### ASSIGNMENT
Track down every line below that holds "Hospital" and copy it.

### DATA FOR THE TASK
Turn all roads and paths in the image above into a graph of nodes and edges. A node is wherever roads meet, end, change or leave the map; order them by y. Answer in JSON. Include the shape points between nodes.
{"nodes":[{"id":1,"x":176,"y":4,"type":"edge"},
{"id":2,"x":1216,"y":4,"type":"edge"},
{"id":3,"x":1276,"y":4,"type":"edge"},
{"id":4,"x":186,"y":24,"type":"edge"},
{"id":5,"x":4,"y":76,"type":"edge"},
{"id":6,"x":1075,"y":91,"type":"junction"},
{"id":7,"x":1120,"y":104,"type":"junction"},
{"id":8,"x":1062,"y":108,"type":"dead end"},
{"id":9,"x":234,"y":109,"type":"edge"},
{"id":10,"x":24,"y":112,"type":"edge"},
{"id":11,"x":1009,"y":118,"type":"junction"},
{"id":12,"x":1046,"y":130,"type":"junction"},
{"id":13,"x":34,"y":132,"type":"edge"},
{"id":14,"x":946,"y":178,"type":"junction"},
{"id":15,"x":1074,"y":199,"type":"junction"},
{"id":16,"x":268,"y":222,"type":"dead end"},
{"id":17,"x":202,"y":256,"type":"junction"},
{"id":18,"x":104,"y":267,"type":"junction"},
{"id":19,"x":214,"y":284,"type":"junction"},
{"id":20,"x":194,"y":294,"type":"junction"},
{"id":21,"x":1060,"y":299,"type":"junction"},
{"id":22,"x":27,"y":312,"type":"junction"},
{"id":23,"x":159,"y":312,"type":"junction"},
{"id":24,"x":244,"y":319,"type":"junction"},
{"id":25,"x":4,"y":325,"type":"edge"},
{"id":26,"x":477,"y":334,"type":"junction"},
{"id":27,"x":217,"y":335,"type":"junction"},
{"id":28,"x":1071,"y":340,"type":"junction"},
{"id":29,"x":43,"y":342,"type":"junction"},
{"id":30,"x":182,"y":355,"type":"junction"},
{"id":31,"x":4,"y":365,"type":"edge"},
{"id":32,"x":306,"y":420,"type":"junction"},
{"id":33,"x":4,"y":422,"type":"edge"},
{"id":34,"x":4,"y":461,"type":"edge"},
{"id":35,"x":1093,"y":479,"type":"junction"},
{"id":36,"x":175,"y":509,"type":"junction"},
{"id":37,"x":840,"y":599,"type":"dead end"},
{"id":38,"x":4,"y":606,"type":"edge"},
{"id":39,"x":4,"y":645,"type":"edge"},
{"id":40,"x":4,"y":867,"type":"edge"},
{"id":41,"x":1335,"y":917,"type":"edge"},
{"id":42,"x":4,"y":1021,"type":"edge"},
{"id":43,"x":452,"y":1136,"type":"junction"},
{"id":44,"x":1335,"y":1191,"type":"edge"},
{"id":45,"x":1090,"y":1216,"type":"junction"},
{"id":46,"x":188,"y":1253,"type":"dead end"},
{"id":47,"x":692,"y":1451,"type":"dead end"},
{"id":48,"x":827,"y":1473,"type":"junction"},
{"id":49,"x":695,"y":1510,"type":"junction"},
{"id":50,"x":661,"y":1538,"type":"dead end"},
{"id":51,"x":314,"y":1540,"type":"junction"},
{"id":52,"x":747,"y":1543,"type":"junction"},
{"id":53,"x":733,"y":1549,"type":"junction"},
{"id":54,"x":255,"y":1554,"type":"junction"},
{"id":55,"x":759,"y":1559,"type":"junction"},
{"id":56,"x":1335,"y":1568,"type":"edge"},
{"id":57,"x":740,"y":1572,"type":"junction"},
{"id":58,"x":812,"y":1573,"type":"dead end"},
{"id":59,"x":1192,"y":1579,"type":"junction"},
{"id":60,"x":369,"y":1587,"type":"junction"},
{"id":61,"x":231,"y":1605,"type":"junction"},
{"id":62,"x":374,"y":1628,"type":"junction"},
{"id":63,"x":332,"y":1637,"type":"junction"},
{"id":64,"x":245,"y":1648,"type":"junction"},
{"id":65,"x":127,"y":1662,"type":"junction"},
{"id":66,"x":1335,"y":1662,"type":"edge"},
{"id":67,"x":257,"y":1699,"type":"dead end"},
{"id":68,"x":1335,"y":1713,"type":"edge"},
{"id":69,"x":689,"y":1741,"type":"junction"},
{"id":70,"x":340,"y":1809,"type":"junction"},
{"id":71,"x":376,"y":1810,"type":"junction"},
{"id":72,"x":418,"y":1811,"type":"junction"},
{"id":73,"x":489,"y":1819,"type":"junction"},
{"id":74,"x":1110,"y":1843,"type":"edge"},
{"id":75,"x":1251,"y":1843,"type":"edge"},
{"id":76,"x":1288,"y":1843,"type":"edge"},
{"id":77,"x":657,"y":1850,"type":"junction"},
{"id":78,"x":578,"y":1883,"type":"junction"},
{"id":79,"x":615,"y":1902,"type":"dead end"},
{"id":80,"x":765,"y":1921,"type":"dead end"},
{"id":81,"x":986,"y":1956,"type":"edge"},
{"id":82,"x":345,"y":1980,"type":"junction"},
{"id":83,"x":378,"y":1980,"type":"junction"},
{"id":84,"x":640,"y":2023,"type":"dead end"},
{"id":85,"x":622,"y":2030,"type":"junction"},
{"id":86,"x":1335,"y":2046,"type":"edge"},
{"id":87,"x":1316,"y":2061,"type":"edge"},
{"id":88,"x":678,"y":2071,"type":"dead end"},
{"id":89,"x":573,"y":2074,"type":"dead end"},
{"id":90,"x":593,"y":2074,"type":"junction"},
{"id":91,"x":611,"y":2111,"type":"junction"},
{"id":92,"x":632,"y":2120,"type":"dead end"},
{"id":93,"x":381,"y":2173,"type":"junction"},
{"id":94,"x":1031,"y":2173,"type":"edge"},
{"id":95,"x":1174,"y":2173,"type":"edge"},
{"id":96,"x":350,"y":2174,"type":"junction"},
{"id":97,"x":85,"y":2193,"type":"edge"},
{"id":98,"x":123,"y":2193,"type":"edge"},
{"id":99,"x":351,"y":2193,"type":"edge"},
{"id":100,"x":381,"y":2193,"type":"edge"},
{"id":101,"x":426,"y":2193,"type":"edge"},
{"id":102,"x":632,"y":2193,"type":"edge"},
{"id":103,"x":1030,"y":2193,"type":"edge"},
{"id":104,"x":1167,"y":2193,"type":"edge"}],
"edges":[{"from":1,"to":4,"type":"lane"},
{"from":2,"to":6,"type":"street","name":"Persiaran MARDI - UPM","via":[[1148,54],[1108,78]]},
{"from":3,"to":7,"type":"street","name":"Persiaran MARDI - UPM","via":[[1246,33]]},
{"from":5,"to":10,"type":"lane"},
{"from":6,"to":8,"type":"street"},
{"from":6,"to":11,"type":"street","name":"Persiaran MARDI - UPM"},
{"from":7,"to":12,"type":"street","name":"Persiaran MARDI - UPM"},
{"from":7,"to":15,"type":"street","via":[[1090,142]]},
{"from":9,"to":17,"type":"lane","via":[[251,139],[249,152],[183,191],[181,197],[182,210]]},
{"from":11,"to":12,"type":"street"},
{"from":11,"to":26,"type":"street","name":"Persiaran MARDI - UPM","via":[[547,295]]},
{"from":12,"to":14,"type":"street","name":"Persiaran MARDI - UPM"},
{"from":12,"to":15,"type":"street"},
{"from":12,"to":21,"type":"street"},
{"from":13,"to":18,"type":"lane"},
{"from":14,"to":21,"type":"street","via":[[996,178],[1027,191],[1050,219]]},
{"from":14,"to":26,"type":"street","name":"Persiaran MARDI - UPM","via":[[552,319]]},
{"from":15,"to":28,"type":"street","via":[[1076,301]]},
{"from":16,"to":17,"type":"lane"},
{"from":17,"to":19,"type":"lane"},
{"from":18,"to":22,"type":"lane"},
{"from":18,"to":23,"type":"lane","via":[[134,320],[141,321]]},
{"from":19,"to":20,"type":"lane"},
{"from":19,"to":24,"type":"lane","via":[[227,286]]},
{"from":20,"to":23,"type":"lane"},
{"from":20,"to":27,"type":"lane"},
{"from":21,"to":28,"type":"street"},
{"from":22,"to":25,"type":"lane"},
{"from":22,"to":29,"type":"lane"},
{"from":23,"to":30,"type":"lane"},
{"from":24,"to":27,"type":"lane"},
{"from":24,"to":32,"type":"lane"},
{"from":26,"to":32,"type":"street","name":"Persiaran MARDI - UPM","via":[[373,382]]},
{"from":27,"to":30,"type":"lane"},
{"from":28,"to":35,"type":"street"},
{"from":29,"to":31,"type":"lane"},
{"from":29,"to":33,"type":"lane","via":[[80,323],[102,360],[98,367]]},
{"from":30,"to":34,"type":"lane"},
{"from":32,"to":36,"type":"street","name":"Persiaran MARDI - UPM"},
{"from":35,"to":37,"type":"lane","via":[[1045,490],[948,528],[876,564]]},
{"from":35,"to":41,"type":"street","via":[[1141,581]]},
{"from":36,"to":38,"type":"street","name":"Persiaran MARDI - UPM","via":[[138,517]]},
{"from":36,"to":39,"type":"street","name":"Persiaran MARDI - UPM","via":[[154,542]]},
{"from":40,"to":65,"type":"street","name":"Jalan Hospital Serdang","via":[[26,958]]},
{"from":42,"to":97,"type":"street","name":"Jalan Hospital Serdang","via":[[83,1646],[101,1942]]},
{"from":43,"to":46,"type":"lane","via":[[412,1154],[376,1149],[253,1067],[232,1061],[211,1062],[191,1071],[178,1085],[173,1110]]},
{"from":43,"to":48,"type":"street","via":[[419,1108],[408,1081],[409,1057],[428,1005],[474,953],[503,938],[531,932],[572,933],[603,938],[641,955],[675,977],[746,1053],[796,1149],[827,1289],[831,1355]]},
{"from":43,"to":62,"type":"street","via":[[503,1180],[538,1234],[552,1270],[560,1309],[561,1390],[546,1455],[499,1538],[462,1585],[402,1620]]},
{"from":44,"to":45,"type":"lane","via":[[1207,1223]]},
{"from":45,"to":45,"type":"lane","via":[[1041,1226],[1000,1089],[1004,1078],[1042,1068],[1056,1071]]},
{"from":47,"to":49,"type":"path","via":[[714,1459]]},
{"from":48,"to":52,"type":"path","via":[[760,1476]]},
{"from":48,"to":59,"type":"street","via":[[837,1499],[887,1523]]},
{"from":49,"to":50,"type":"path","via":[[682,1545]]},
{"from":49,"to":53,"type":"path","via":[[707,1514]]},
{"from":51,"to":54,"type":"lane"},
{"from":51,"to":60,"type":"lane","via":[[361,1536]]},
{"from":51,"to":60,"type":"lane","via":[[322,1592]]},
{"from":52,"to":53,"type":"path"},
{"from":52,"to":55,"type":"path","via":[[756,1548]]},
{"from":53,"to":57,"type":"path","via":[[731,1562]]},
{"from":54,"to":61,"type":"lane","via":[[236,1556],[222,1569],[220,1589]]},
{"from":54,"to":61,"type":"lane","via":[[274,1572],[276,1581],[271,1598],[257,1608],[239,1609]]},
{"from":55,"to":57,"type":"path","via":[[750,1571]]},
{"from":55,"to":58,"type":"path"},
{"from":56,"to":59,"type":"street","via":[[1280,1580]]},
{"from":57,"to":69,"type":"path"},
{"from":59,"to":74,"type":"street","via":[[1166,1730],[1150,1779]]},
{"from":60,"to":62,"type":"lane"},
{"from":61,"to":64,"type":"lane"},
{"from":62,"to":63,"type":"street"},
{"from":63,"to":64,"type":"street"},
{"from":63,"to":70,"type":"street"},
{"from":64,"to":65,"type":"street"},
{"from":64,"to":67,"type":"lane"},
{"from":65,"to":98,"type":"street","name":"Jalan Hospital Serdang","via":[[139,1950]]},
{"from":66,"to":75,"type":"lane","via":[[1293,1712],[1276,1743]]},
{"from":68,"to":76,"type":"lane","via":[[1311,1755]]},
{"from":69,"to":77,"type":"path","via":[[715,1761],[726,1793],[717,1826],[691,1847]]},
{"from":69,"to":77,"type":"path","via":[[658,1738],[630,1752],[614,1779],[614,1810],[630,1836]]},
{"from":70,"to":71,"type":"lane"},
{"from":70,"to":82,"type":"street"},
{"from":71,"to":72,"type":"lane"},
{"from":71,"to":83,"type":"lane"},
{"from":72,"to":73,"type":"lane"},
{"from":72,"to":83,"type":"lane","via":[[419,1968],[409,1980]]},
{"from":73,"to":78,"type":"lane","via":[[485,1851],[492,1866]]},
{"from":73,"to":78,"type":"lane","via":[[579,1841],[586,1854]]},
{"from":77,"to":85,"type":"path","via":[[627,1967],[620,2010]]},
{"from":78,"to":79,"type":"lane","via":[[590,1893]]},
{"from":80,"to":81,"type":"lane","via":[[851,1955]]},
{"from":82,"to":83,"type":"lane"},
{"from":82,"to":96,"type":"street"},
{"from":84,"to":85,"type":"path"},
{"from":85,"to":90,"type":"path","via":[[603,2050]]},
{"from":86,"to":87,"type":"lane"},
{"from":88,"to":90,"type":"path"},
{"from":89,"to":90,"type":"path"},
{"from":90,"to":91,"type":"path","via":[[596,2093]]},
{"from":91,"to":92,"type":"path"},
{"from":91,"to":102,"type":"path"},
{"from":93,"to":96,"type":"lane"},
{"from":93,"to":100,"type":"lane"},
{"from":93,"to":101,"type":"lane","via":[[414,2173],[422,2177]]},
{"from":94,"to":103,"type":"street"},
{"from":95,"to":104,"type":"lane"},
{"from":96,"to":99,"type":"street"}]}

### TASK RESULT
{"from":40,"to":65,"type":"street","name":"Jalan Hospital Serdang","via":[[26,958]]},
{"from":42,"to":97,"type":"street","name":"Jalan Hospital Serdang","via":[[83,1646],[101,1942]]},
{"from":65,"to":98,"type":"street","name":"Jalan Hospital Serdang","via":[[139,1950]]},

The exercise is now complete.